Stored data entries:

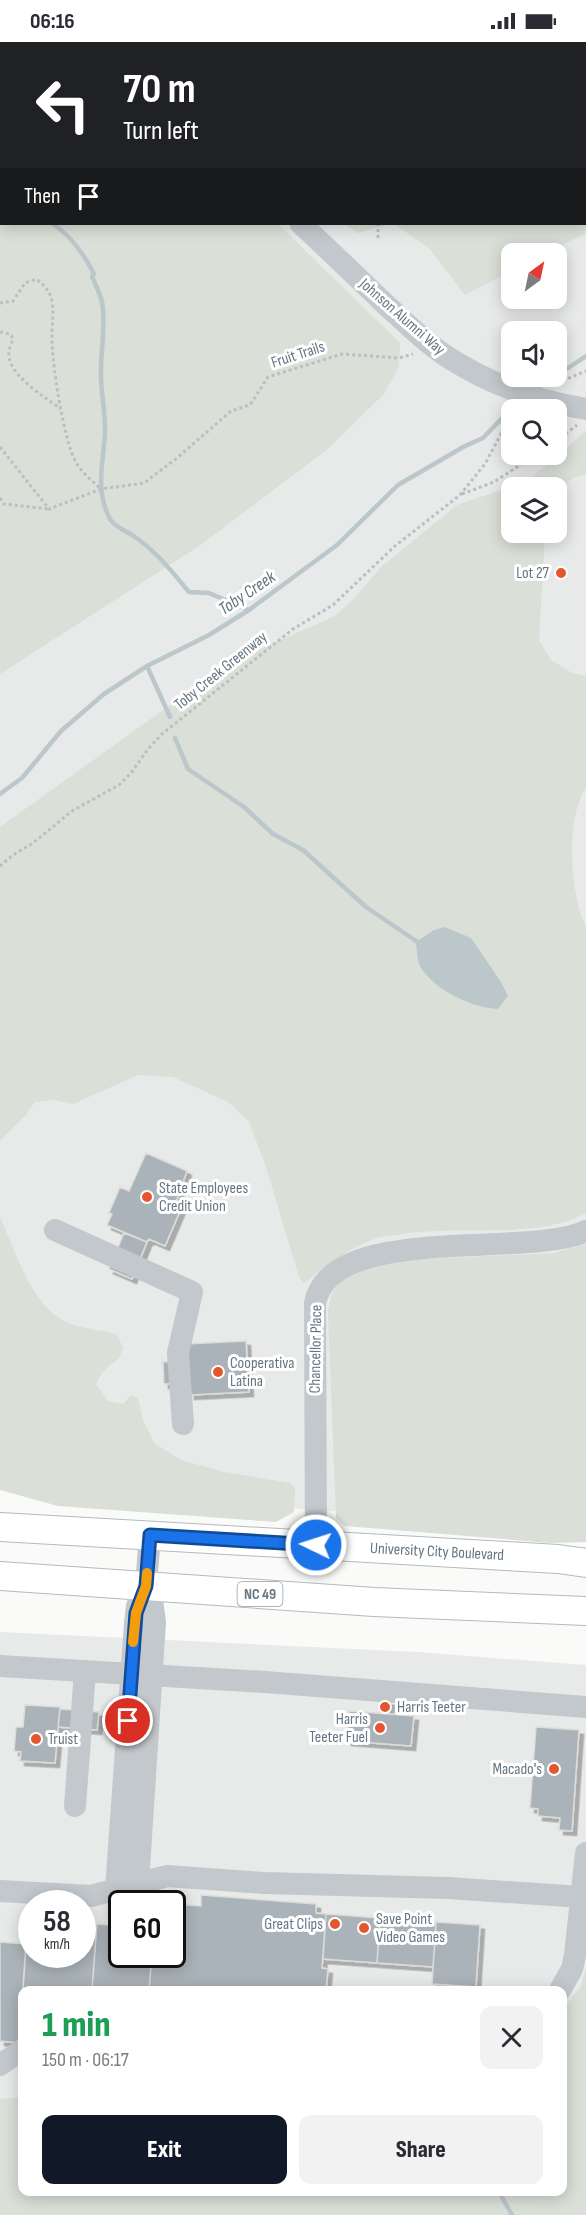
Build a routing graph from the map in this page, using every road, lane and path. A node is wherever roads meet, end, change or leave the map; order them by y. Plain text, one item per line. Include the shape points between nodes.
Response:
1 (302, 225) edge
2 (378, 225) edge
3 (378, 238) dead end
4 (0, 303) edge
5 (0, 332) edge
6 (435, 348) junction
7 (586, 371) edge
8 (567, 379) edge
9 (61, 409) junction
10 (585, 416) edge
11 (567, 433) edge
12 (501, 434) edge
13 (0, 447) edge
14 (520, 465) edge
15 (101, 489) junction
16 (460, 495) junction
17 (0, 498) edge
18 (49, 509) junction
19 (0, 866) edge
20 (55, 1230) dead end
21 (586, 1231) edge
22 (183, 1424) dead end
23 (0, 1527) edge
24 (150, 1535) junction
25 (316, 1545) junction
26 (586, 1563) edge
27 (0, 1576) edge
28 (146, 1586) junction
29 (586, 1611) edge
30 (0, 1665) edge
31 (85, 1671) junction
32 (141, 1675) junction
33 (586, 1707) edge
34 (75, 1806) dead end
35 (586, 1853) edge
36 (138, 1883) junction
37 (116, 1890) joint
38 (0, 1891) edge
39 (108, 1892) edge
40 (582, 1897) junction
41 (562, 1986) edge
42 (18, 2053) edge
43 (0, 2065) edge

1 - 6 street, Johnson Alumni Way
2 - 3 path
4 - 9 path via 13,301 25,283 36,279 51,296 52,345
5 - 9 path via 13,338 9,352 18,375
6 - 10 street, Johnson Alumni Way via 506,388
6 - 15 path, Fruit Trails via 399,358 342,354 268,376 250,405 231,411 144,483
7 - 8 path
9 - 15 path via 75,460
10 - 11 path
12 - 16 path, Toby Creek Greenway via 485,464
13 - 18 path
14 - 16 path, Toby Creek Greenway via 494,482
15 - 18 path, Fruit Trails
16 - 19 path, Toby Creek Greenway via 395,546 333,605 293,629 162,734 126,779 72,811
17 - 18 path, Fruit Trails via 4,504
20 - 22 street via 192,1292 178,1353
21 - 25 street, Chancellor Place via 556,1240 388,1252 347,1266 327,1279 316,1296 314,1323
23 - 24 main road, University City Boulevard
24 - 25 main road, University City Boulevard
24 - 28 street
25 - 26 main road, University City Boulevard
27 - 28 main road, NC 49
28 - 29 main road, NC 49 via 374,1602
28 - 32 street via 154,1611
30 - 31 street
31 - 32 street
31 - 34 street
32 - 33 street
32 - 36 street
32 - 37 street
35 - 40 street
36 - 37 street
36 - 40 street via 167,1876
38 - 39 street via 92,1896
40 - 41 street via 572,1969
42 - 43 street

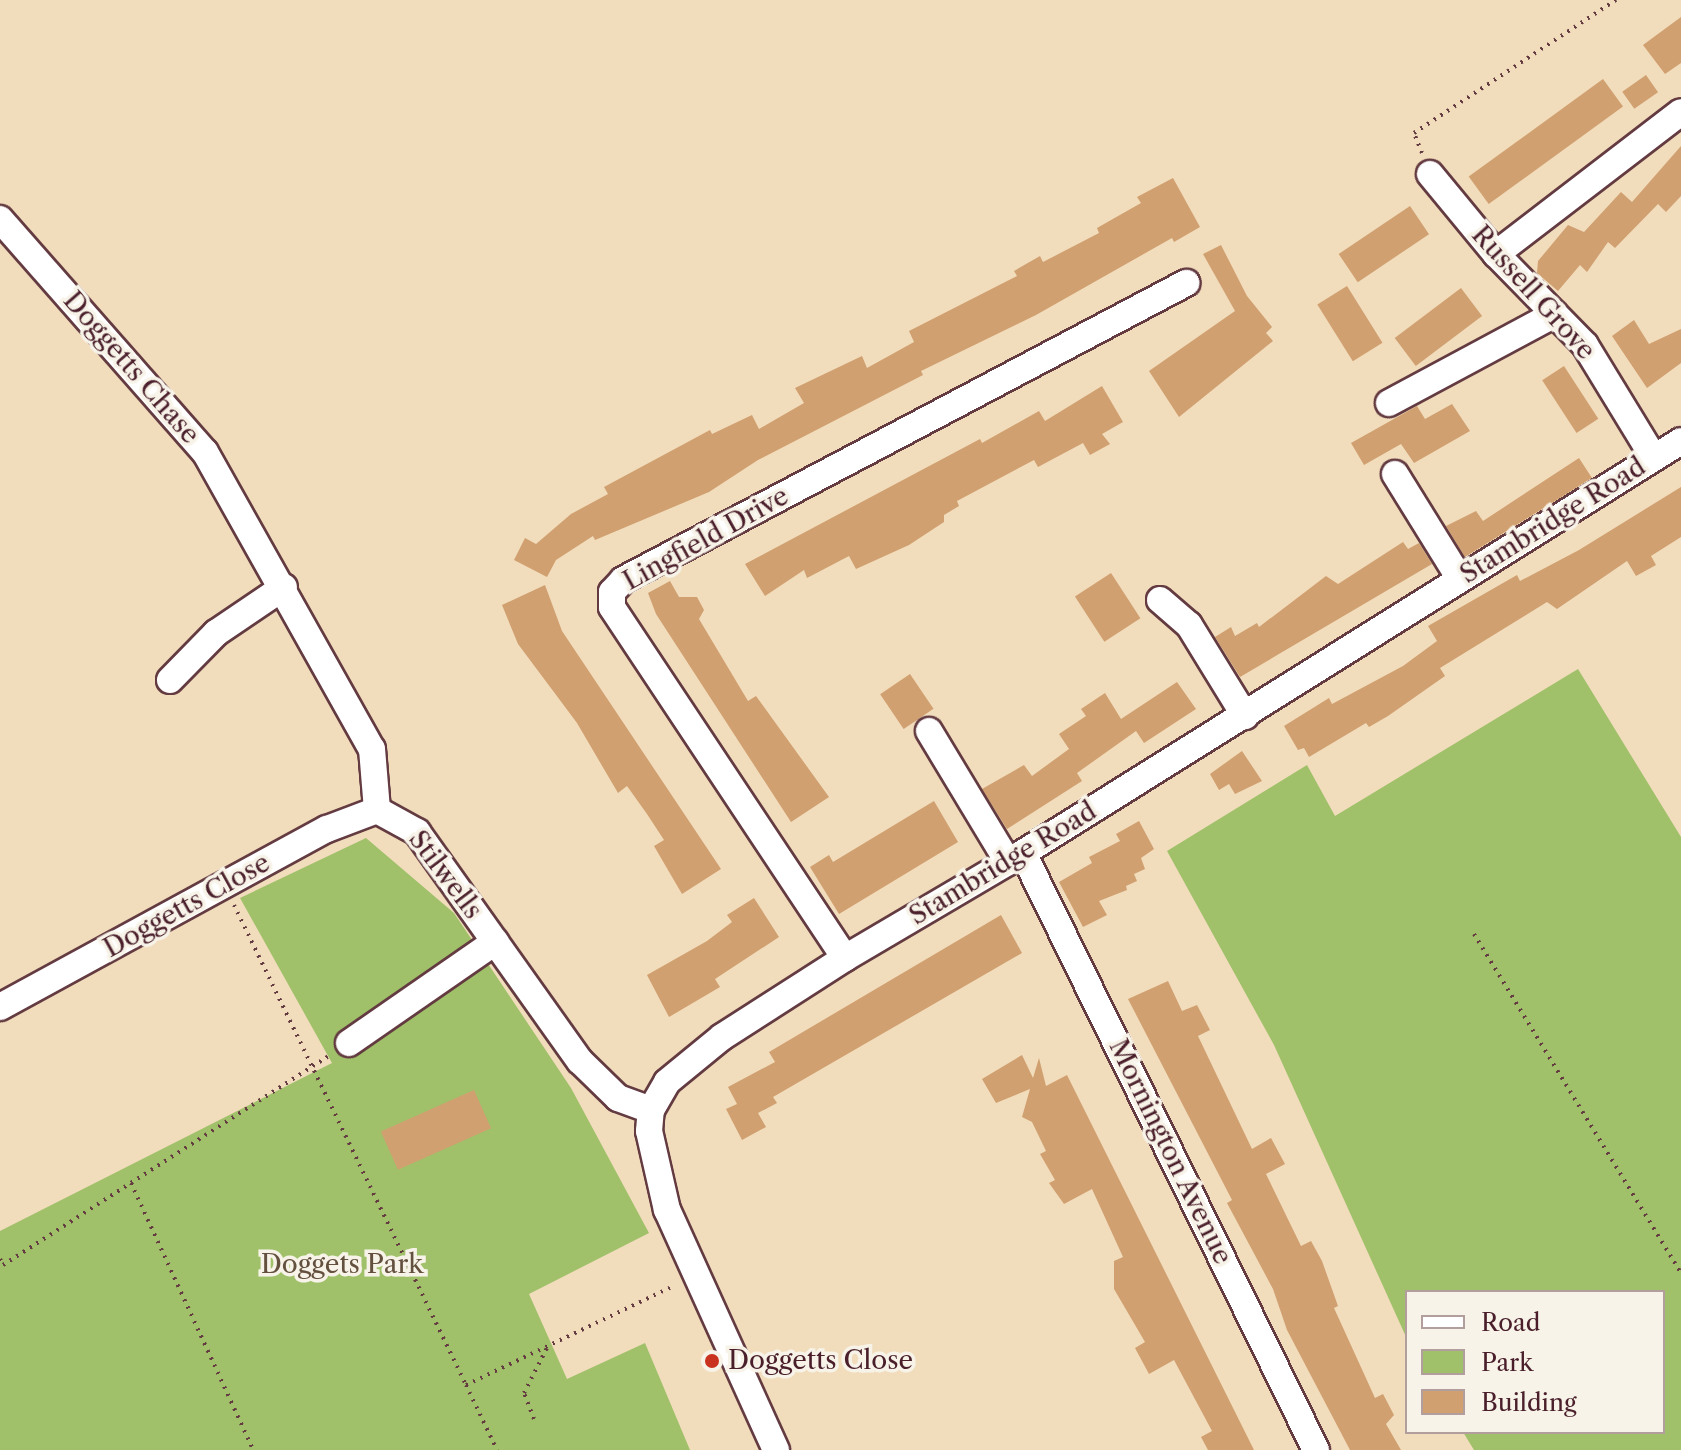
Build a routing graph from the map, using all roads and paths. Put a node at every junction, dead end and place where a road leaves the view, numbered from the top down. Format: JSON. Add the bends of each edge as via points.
{"nodes":[{"id":1,"x":1616,"y":0,"type":"edge"},
{"id":2,"x":1681,"y":112,"type":"edge"},
{"id":3,"x":1430,"y":174,"type":"joint"},
{"id":4,"x":0,"y":219,"type":"edge"},
{"id":5,"x":1496,"y":254,"type":"junction"},
{"id":6,"x":1186,"y":283,"type":"dead end"},
{"id":7,"x":1555,"y":314,"type":"junction"},
{"id":8,"x":1389,"y":403,"type":"dead end"},
{"id":9,"x":1681,"y":441,"type":"edge"},
{"id":10,"x":1654,"y":458,"type":"junction"},
{"id":11,"x":1395,"y":474,"type":"dead end"},
{"id":12,"x":1460,"y":579,"type":"junction"},
{"id":13,"x":284,"y":587,"type":"junction"},
{"id":14,"x":1160,"y":600,"type":"dead end"},
{"id":15,"x":170,"y":680,"type":"dead end"},
{"id":16,"x":1245,"y":716,"type":"junction"},
{"id":17,"x":929,"y":731,"type":"dead end"},
{"id":18,"x":377,"y":810,"type":"junction"},
{"id":19,"x":1015,"y":858,"type":"junction"},
{"id":20,"x":224,"y":886,"type":"junction"},
{"id":21,"x":1474,"y":934,"type":"dead end"},
{"id":22,"x":495,"y":942,"type":"junction"},
{"id":23,"x":845,"y":958,"type":"junction"},
{"id":24,"x":0,"y":1007,"type":"edge"},
{"id":25,"x":349,"y":1043,"type":"joint"},
{"id":26,"x":315,"y":1064,"type":"junction"},
{"id":27,"x":651,"y":1110,"type":"junction"},
{"id":28,"x":131,"y":1183,"type":"junction"},
{"id":29,"x":0,"y":1259,"type":"edge"},
{"id":30,"x":1681,"y":1273,"type":"edge"},
{"id":31,"x":694,"y":1276,"type":"junction"},
{"id":32,"x":550,"y":1342,"type":"junction"},
{"id":33,"x":466,"y":1385,"type":"junction"},
{"id":34,"x":534,"y":1419,"type":"dead end"},
{"id":35,"x":253,"y":1450,"type":"edge"},
{"id":36,"x":497,"y":1450,"type":"edge"},
{"id":37,"x":776,"y":1450,"type":"edge"},
{"id":38,"x":1316,"y":1450,"type":"edge"}],
"edges":[{"from":1,"to":3,"type":"path","via":[[1414,133]]},
{"from":2,"to":5,"type":"street"},
{"from":3,"to":5,"type":"street","name":"Russell Grove"},
{"from":4,"to":13,"type":"street","name":"Doggetts Chase","via":[[205,452]]},
{"from":5,"to":7,"type":"street","name":"Russell Grove"},
{"from":6,"to":23,"type":"street","name":"Lingfield Drive","via":[[623,580],[612,592],[612,607]]},
{"from":7,"to":8,"type":"street"},
{"from":7,"to":10,"type":"street","name":"Russell Grove","via":[[1585,345]]},
{"from":9,"to":10,"type":"street","name":"Stambridge Road"},
{"from":10,"to":12,"type":"street","name":"Stambridge Road"},
{"from":11,"to":12,"type":"street"},
{"from":12,"to":16,"type":"street","name":"Stambridge Road"},
{"from":13,"to":15,"type":"street","via":[[216,633]]},
{"from":13,"to":18,"type":"street","via":[[372,749]]},
{"from":14,"to":16,"type":"street","via":[[1189,625]]},
{"from":16,"to":19,"type":"street","name":"Stambridge Road"},
{"from":17,"to":19,"type":"street","name":"Mornington Avenue"},
{"from":18,"to":20,"type":"street","name":"Doggetts Close","via":[[350,817]]},
{"from":18,"to":22,"type":"street","name":"Stilwells","via":[[417,832]]},
{"from":19,"to":23,"type":"street","name":"Stambridge Road"},
{"from":19,"to":38,"type":"street","name":"Mornington Avenue"},
{"from":20,"to":24,"type":"street","name":"Doggetts Close"},
{"from":20,"to":26,"type":"path"},
{"from":21,"to":30,"type":"path"},
{"from":22,"to":25,"type":"street"},
{"from":22,"to":27,"type":"street","name":"Stilwells","via":[[580,1061],[618,1098]]},
{"from":23,"to":27,"type":"street","name":"Stambridge Road","via":[[691,1061],[667,1082]]},
{"from":25,"to":26,"type":"path"},
{"from":26,"to":28,"type":"path"},
{"from":26,"to":33,"type":"path"},
{"from":27,"to":31,"type":"street","via":[[651,1154]]},
{"from":28,"to":29,"type":"path","via":[[3,1265]]},
{"from":28,"to":35,"type":"path"},
{"from":31,"to":32,"type":"path"},
{"from":31,"to":37,"type":"street"},
{"from":32,"to":33,"type":"path"},
{"from":32,"to":34,"type":"path","via":[[524,1393]]},
{"from":33,"to":36,"type":"path"}]}
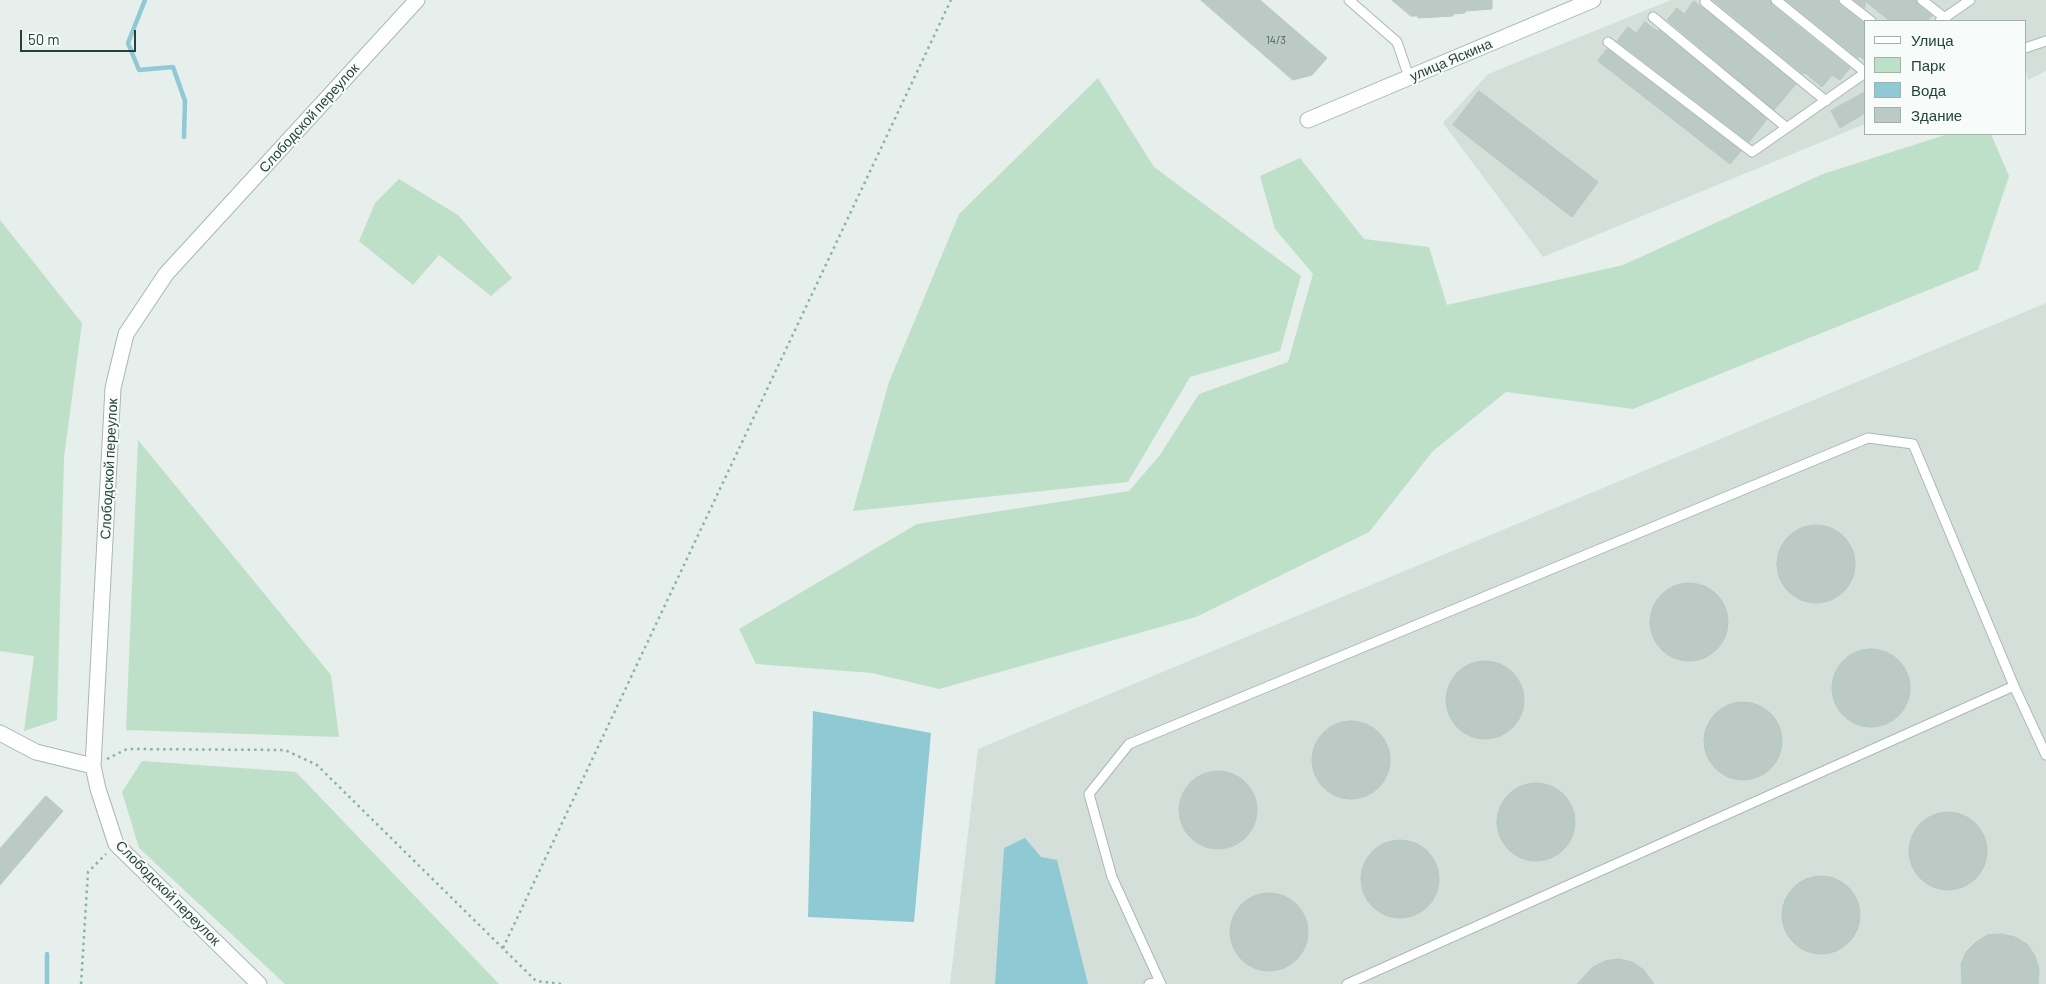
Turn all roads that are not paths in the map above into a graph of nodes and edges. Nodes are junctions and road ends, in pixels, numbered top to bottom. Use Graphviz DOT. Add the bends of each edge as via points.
graph roads {
  1 [pos="416,0"];
  2 [pos="1349,0"];
  3 [pos="1593,0"];
  4 [pos="1776,0"];
  5 [pos="1844,0"];
  6 [pos="1922,0"];
  7 [pos="1970,0"];
  8 [pos="1705,2"];
  9 [pos="1652,17"];
  10 [pos="1870,20"];
  11 [pos="1942,20"];
  12 [pos="2046,40"];
  13 [pos="1608,42"];
  14 [pos="2026,48"];
  15 [pos="1864,72"];
  16 [pos="1864,74"];
  17 [pos="1409,77"];
  18 [pos="1826,100"];
  19 [pos="1308,120"];
  20 [pos="1787,128"];
  21 [pos="2014,686"];
  22 [pos="0,732"];
  23 [pos="2046,755"];
  24 [pos="93,766"];
  25 [pos="1161,983"];
  26 [pos="260,984"];
  27 [pos="1149,984"];
  28 [pos="1347,984"];
  1 -- 24 [label="street, Слободской переулок" via="166,274 126,334 113,388"];
  2 -- 17 [label="lane" via="1397,42"];
  3 -- 17 [label="street, улица Яскина"];
  4 -- 15 [label="lane"];
  5 -- 10 [label="lane"];
  6 -- 11 [label="lane"];
  7 -- 11 [label="lane"];
  8 -- 18 [label="lane"];
  9 -- 20 [label="lane"];
  12 -- 14 [label="lane"];
  13 -- 20 [label="lane" via="1752,152"];
  16 -- 18 [label="lane"];
  17 -- 19 [label="street, улица Яскина"];
  18 -- 20 [label="lane"];
  21 -- 23 [label="lane"];
  21 -- 25 [label="lane" via="1913,444 1868,438 1129,744 1089,794 1112,877"];
  21 -- 28 [label="lane"];
  22 -- 24 [label="street" via="36,752"];
  24 -- 26 [label="street, Слободской переулок" via="116,844"];
  25 -- 27 [label="lane"];
}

Problem requirements:
Provide the number of lines in the preceding entries that include the string "Fruit", with no other words.

Written reply:
3